Is able to inhibit all four classes of proteinases by a unique 'trapping' mechanism. This protein has a peptide stretch, called the 'bait region' which contains specific cleavage sites for different proteinases. When a proteinase cleaves the bait region, a conformational change is induced in the protein which traps the proteinase. The entrapped enzyme remains active against low molecular weight substrates (activity against high molecular weight substrates is greatly reduced). Following cleavage in the bait region a thioester bond is hydrolyzed and mediates the covalent binding of the protein to the proteinase (By similarity).
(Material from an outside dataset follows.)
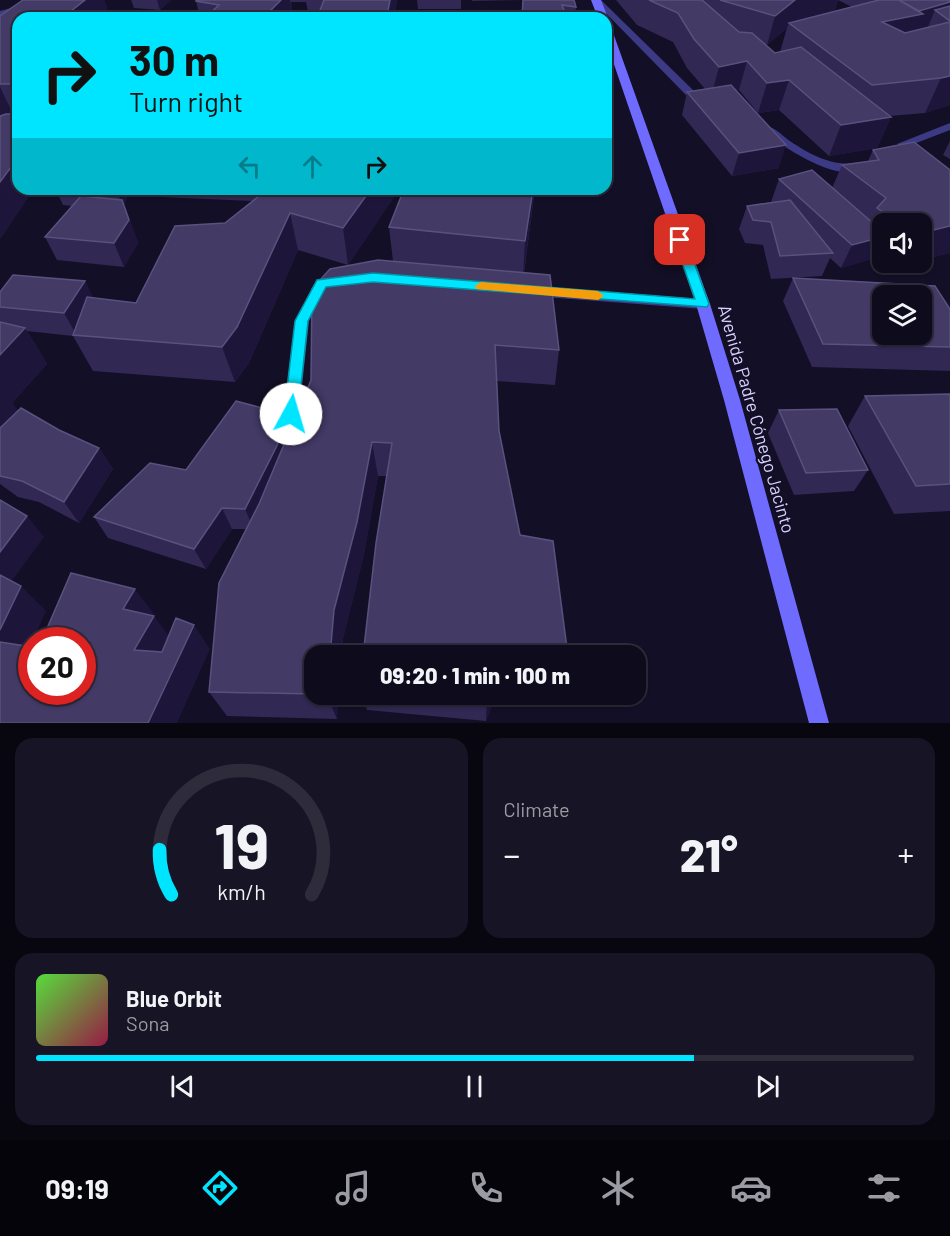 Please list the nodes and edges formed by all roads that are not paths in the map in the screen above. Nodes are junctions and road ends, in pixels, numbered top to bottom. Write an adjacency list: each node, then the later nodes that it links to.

Displays inhibitory activity against chymotrypsin, papain, thermolysin, subtilisin A and, to a lesser extent, elastase but not trypsin. May play an important role during desquamation by inhibiting extracellular proteases.
A2ML1 protein expression
In the epidermis, expressed predominantly in the granular layer at the apical edge of keratinocytes (at protein level). Also detected in placenta, testis and thymus but not in epithelia of kidney, lung, small intestine or colon.
A2ML1 cDNA / gene is a gene with protein product which located on 12p13.31. The A2ML1 gene is conserved in chimpanzee, Rhesus monkey, dog, cow, chicken, and frog. 117 organisms have orthologs with human gene A2ML1.